» **TASK INSTRUCTIONS**:
Find the line with "Turn all roads that are not paths in the map image" in the entries below, then output every line from it down to the line with "I need the junctions", exactly and with no pictures.

-----

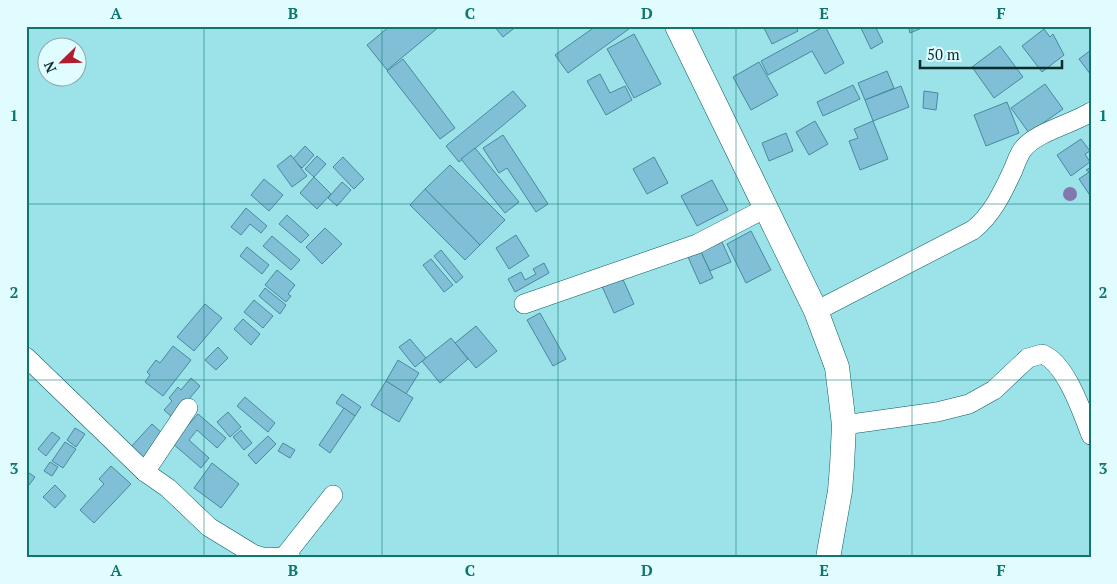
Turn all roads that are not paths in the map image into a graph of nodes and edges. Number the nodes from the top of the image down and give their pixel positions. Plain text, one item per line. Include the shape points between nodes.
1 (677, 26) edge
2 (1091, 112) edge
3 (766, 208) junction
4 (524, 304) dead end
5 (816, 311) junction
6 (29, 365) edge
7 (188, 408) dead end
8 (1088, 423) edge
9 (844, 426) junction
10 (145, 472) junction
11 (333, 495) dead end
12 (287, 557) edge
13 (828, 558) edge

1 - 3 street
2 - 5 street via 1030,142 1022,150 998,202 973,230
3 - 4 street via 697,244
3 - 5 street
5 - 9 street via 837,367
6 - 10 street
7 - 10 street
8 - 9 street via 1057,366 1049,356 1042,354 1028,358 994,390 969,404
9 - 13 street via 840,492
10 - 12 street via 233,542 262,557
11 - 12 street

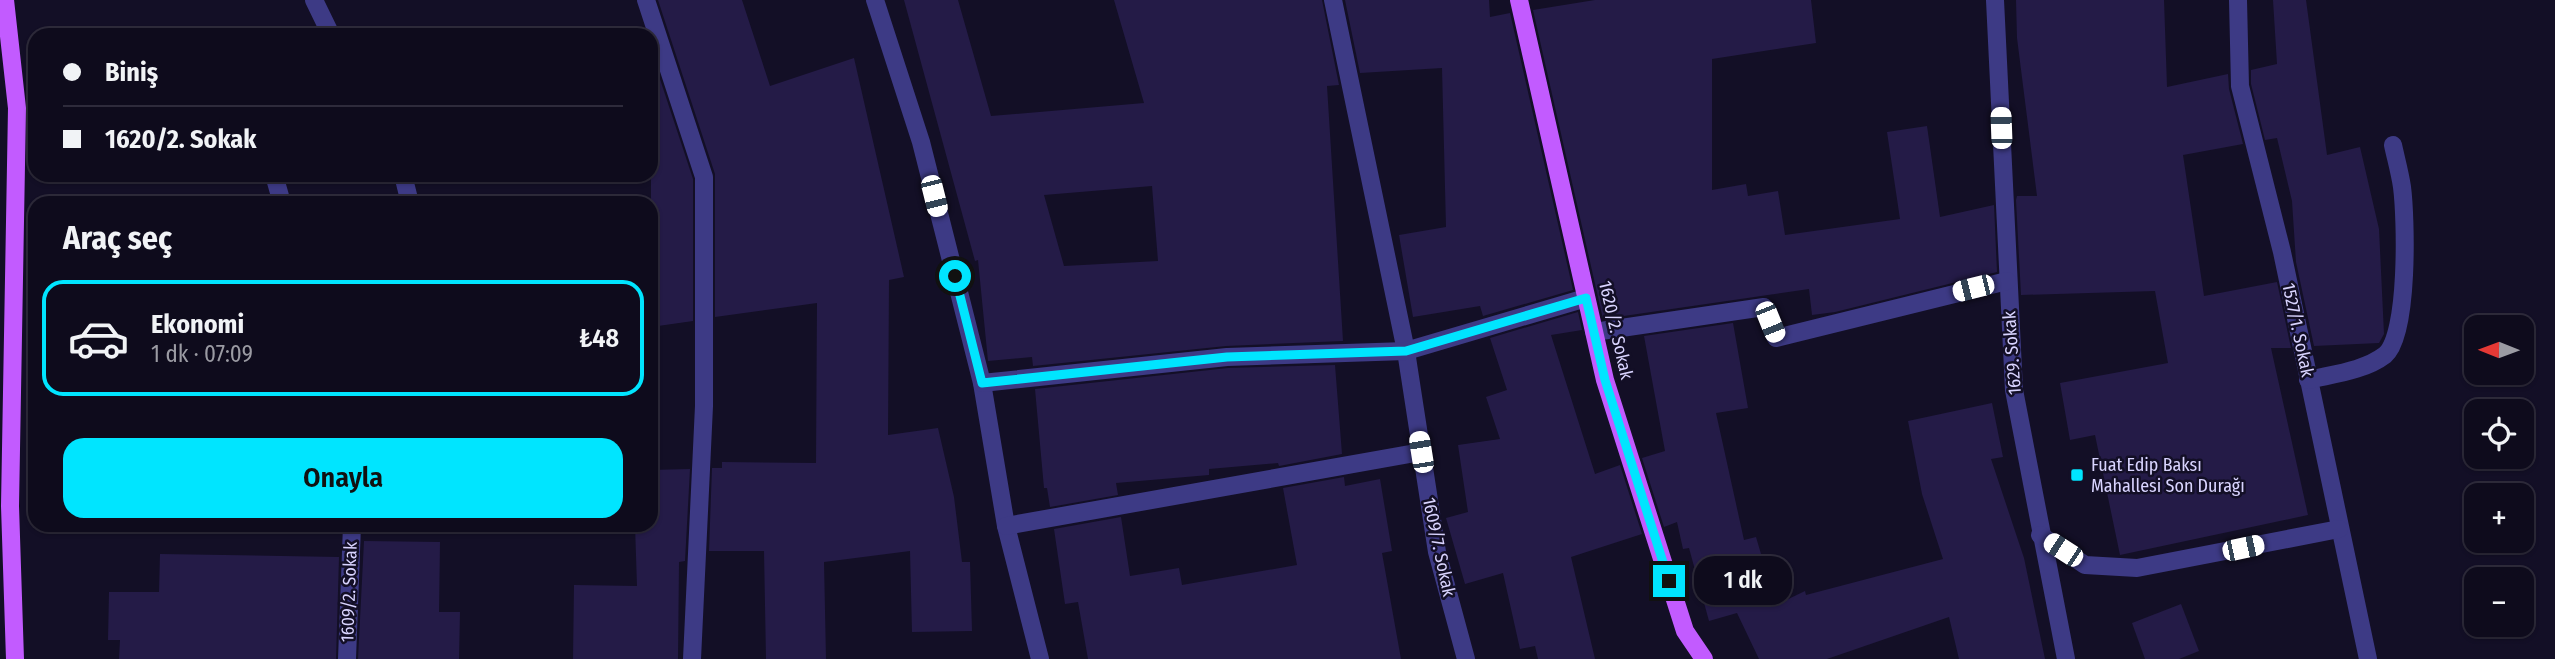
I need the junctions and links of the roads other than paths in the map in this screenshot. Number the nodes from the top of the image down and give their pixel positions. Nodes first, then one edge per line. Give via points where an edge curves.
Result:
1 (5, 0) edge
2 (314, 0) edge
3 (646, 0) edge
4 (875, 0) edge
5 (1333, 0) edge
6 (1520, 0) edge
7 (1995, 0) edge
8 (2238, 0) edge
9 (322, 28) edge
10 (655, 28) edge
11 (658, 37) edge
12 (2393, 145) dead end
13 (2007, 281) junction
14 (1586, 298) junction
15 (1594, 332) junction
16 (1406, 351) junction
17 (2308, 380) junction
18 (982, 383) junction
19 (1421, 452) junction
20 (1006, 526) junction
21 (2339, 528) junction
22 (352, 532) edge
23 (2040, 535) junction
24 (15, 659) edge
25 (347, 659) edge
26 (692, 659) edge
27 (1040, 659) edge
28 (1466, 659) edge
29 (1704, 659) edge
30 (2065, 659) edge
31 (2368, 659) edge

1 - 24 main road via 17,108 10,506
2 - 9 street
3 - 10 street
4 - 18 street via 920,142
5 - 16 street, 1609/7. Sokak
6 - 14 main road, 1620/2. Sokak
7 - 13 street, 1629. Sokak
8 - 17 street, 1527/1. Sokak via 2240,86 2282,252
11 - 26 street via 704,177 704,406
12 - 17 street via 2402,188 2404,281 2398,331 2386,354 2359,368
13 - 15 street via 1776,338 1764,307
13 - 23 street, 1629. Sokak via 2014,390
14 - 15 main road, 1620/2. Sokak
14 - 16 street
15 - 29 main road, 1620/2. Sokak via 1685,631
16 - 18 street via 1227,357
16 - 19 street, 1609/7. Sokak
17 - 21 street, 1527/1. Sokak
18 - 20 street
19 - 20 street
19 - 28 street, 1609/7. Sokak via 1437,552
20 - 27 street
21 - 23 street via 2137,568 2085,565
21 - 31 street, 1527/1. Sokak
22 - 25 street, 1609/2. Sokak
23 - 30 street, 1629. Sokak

-----

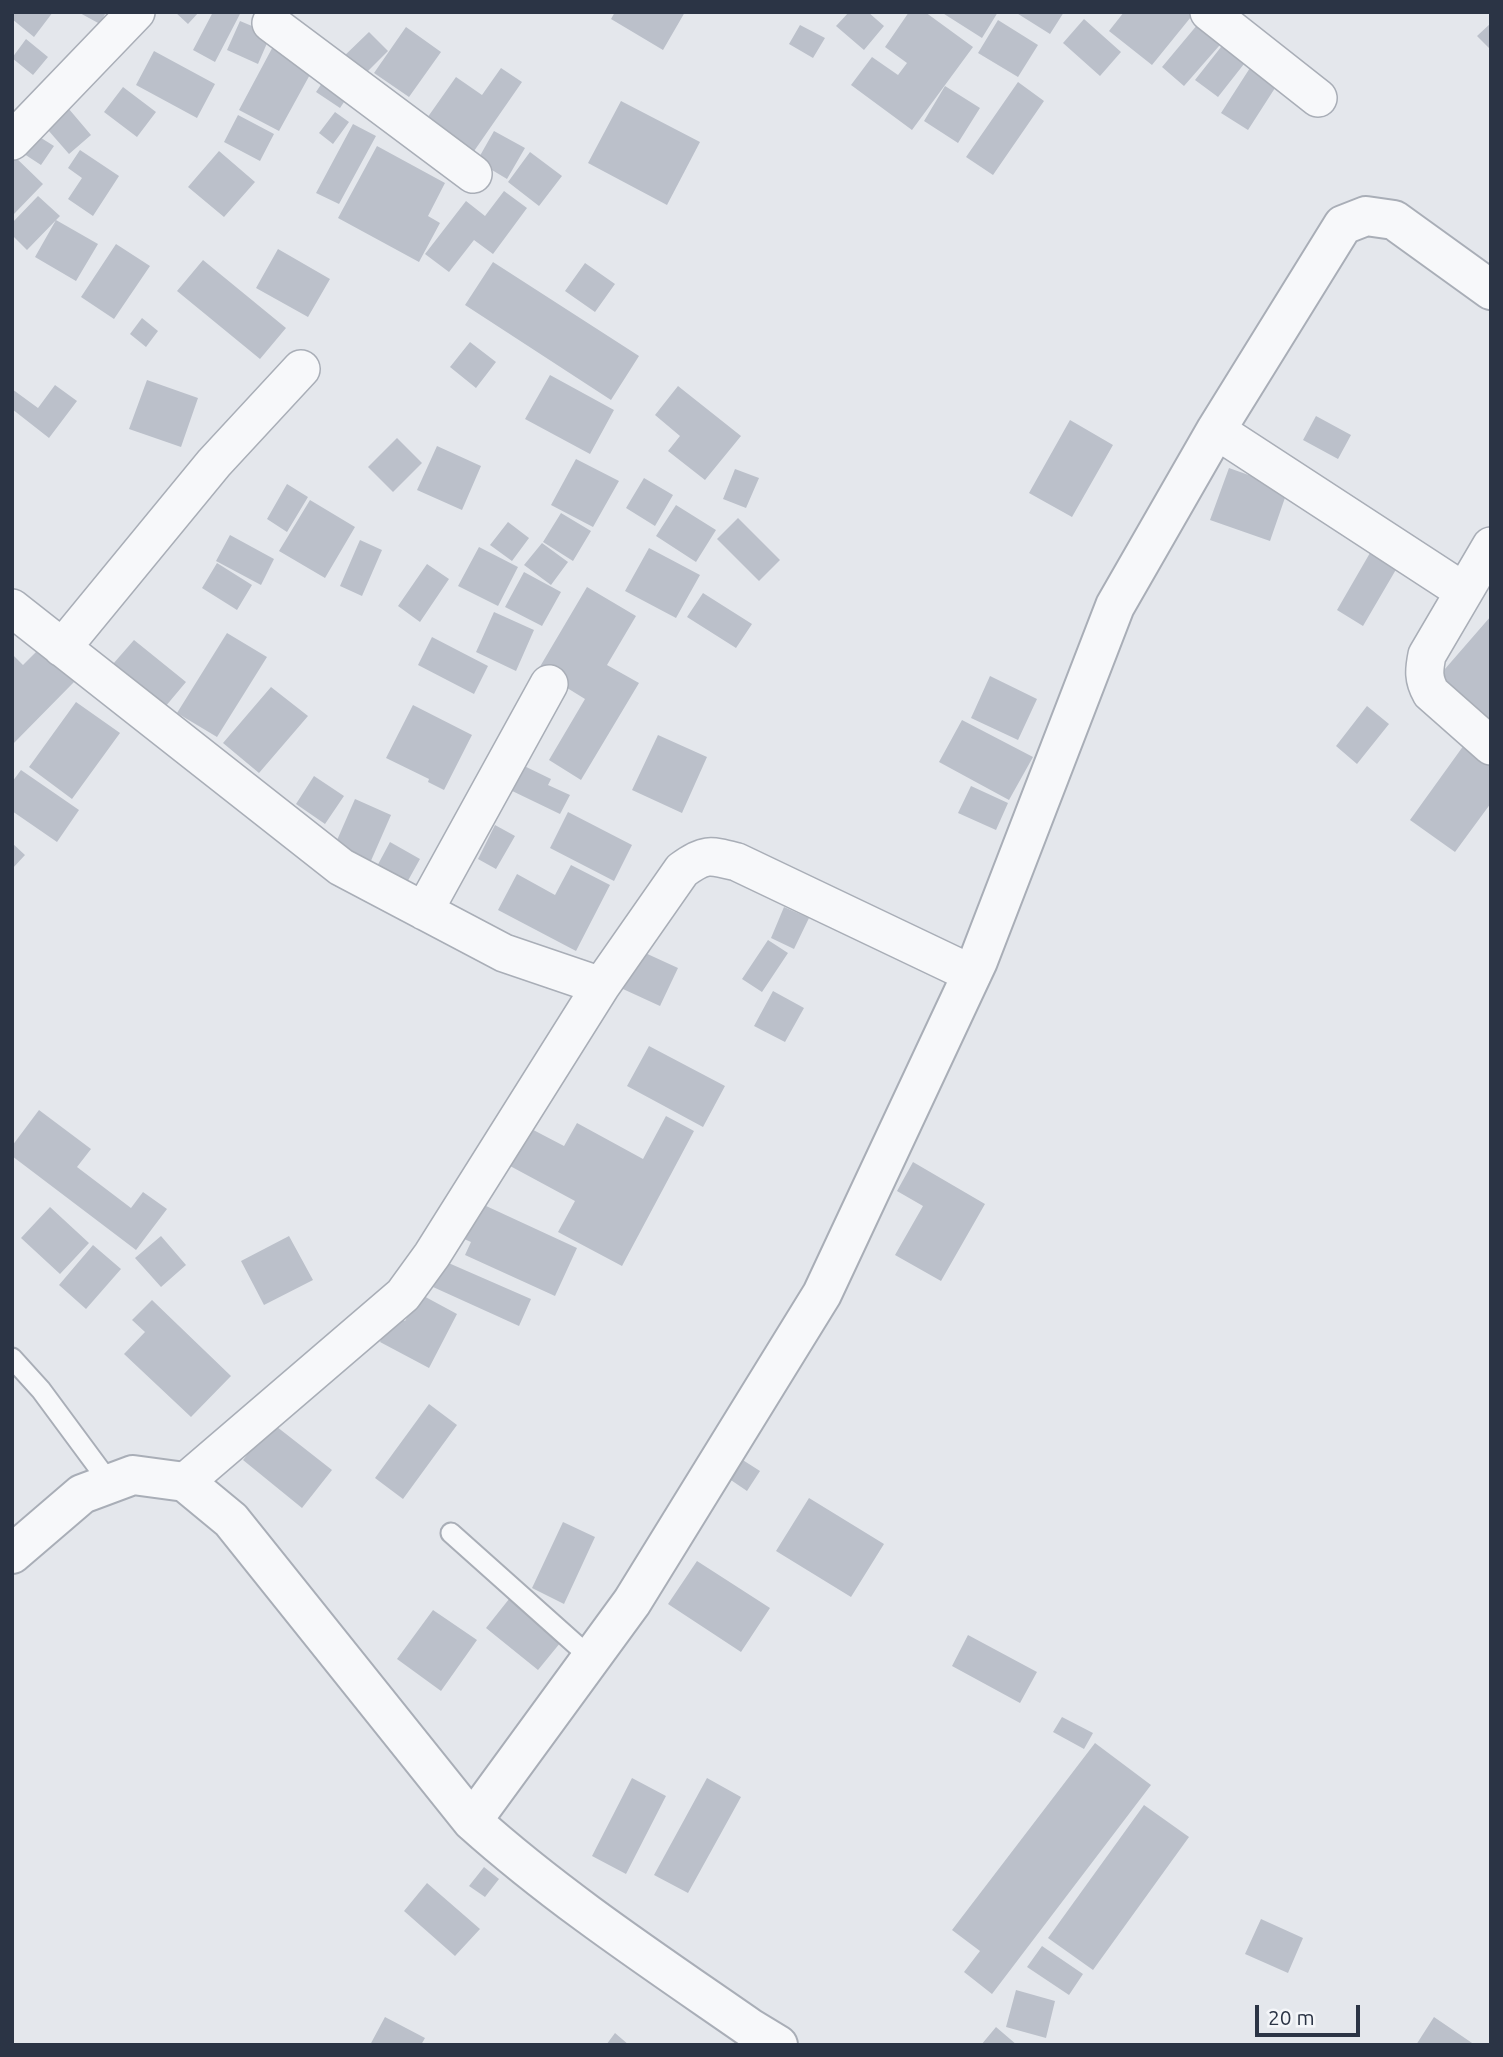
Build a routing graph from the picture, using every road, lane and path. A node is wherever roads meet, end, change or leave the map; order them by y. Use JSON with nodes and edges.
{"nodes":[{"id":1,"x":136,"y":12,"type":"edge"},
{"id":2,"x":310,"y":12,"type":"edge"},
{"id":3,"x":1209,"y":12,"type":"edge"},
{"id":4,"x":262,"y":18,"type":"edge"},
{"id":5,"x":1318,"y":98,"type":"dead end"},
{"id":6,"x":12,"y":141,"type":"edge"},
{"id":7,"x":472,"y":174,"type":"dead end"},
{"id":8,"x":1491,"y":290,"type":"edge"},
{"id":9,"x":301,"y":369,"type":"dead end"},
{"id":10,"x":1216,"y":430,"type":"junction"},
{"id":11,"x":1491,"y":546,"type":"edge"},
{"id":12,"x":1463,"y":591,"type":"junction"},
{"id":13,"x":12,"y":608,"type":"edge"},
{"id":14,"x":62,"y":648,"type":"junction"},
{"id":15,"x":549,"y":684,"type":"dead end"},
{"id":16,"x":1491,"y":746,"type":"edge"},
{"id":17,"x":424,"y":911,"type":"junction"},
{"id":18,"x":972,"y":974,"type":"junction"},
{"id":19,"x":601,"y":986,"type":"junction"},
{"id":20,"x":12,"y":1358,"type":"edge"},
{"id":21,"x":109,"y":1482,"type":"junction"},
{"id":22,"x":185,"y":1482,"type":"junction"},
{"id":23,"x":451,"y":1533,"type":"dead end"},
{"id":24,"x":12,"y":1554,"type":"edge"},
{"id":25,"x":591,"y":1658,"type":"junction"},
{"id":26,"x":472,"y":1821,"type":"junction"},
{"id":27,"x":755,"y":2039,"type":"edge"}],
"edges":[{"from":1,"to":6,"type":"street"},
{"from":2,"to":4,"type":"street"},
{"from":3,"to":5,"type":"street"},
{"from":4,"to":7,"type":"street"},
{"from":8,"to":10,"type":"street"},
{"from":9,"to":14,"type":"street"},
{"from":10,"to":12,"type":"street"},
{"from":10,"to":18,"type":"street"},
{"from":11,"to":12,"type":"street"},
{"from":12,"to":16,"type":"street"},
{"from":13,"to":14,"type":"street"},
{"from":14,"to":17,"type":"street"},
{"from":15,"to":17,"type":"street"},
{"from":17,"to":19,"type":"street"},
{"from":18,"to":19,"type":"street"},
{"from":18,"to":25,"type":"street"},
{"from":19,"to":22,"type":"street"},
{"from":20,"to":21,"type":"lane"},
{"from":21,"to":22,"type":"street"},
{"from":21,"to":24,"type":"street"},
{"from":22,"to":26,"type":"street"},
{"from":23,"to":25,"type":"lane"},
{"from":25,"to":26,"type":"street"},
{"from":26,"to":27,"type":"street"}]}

-----

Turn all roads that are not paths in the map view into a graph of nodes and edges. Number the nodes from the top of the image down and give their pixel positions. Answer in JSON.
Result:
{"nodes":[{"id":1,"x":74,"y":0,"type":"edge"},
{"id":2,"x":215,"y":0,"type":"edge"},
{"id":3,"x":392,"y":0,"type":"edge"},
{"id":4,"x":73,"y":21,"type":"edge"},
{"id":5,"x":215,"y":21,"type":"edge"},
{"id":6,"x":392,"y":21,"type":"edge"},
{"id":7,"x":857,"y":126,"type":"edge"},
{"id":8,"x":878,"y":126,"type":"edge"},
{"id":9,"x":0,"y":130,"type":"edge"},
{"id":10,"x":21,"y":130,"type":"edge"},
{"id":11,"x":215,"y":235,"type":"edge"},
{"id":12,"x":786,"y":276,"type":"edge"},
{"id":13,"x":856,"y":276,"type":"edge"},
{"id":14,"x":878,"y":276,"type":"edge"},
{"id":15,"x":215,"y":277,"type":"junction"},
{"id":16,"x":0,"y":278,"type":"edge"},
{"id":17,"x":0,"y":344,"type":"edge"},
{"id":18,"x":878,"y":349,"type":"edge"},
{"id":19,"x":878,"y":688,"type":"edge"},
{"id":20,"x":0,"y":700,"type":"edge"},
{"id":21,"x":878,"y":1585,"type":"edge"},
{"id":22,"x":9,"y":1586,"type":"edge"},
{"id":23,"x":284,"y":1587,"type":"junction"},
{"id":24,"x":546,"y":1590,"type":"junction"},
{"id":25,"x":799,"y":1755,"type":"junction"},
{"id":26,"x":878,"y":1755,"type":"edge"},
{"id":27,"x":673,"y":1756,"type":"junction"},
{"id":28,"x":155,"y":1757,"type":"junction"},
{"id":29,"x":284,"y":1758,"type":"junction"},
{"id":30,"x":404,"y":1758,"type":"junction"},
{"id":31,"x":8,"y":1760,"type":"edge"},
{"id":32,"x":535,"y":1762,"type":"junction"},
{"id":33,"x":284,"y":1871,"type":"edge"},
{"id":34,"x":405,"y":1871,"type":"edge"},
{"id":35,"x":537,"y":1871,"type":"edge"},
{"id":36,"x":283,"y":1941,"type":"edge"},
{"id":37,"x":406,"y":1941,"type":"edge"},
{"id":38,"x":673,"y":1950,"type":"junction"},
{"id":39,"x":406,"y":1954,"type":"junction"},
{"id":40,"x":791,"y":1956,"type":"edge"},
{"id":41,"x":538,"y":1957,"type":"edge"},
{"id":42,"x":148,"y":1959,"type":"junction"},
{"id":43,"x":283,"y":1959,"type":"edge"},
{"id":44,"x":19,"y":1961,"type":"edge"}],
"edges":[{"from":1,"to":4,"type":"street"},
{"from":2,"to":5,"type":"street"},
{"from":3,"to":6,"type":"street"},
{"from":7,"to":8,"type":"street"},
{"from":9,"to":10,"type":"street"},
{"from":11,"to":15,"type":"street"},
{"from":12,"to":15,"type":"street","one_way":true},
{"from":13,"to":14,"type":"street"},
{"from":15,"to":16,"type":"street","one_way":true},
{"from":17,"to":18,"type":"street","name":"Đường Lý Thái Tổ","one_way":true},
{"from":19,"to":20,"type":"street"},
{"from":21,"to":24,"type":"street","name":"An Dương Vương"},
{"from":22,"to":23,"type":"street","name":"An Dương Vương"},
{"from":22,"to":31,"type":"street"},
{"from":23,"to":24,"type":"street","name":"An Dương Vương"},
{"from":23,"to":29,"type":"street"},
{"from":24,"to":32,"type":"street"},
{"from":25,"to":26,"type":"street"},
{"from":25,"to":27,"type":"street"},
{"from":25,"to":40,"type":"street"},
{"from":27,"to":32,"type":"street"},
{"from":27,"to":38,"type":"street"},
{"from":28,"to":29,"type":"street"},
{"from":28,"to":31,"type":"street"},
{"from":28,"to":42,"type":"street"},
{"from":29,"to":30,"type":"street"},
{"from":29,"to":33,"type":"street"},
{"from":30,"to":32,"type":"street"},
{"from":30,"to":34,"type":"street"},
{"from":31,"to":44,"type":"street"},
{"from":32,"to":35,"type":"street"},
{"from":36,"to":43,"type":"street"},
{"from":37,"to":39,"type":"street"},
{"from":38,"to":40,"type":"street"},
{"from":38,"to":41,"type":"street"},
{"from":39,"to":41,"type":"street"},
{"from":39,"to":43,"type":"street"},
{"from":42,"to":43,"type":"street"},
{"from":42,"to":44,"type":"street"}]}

-----

» **RESULT BELOW**:
Turn all roads that are not paths in the map image into a graph of nodes and edges. Number the nodes from the top of the image down and give their pixel positions. Plain text, one item per line. Include the shape points between nodes.
1 (677, 26) edge
2 (1091, 112) edge
3 (766, 208) junction
4 (524, 304) dead end
5 (816, 311) junction
6 (29, 365) edge
7 (188, 408) dead end
8 (1088, 423) edge
9 (844, 426) junction
10 (145, 472) junction
11 (333, 495) dead end
12 (287, 557) edge
13 (828, 558) edge

1 - 3 street
2 - 5 street via 1030,142 1022,150 998,202 973,230
3 - 4 street via 697,244
3 - 5 street
5 - 9 street via 837,367
6 - 10 street
7 - 10 street
8 - 9 street via 1057,366 1049,356 1042,354 1028,358 994,390 969,404
9 - 13 street via 840,492
10 - 12 street via 233,542 262,557
11 - 12 street

I need the junctions and links of the roads other than paths in the map in this screenshot. Number the nodes from the top of the image down and give their pixel positions. Nodes first, then one edge per line. Give via points where an edge curves.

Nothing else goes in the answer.